Task directions>
From the entries, return every line where the string "JSON" shows up.

Stored data:
※ ※ ※

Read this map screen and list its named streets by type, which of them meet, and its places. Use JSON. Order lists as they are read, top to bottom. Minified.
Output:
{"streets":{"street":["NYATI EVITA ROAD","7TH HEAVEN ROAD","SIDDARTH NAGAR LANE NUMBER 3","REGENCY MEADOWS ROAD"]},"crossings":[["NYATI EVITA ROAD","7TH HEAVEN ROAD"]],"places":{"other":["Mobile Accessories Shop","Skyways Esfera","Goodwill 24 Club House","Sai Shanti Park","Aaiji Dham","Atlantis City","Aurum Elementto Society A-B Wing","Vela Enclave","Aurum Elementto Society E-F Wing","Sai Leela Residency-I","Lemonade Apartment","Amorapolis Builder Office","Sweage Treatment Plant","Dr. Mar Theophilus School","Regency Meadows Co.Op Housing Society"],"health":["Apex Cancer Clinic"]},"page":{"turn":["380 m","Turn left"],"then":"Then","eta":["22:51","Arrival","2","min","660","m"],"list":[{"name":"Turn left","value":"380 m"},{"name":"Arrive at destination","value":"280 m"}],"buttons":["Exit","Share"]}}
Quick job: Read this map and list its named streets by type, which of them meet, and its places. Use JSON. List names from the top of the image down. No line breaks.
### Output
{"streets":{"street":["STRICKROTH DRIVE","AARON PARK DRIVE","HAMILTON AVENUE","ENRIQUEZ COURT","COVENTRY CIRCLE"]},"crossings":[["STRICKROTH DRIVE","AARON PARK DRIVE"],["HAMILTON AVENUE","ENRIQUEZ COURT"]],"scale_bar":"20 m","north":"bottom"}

※ ※ ※

Expected output>
Read this map screen and list its named streets by type, which of them meet, and its places. Use JSON. Order lists as they are read, top to bottom. Minified.
Quick job: Read this map and list its named streets by type, which of them meet, and its places. Use JSON. List names from the top of the image down. No line breaks.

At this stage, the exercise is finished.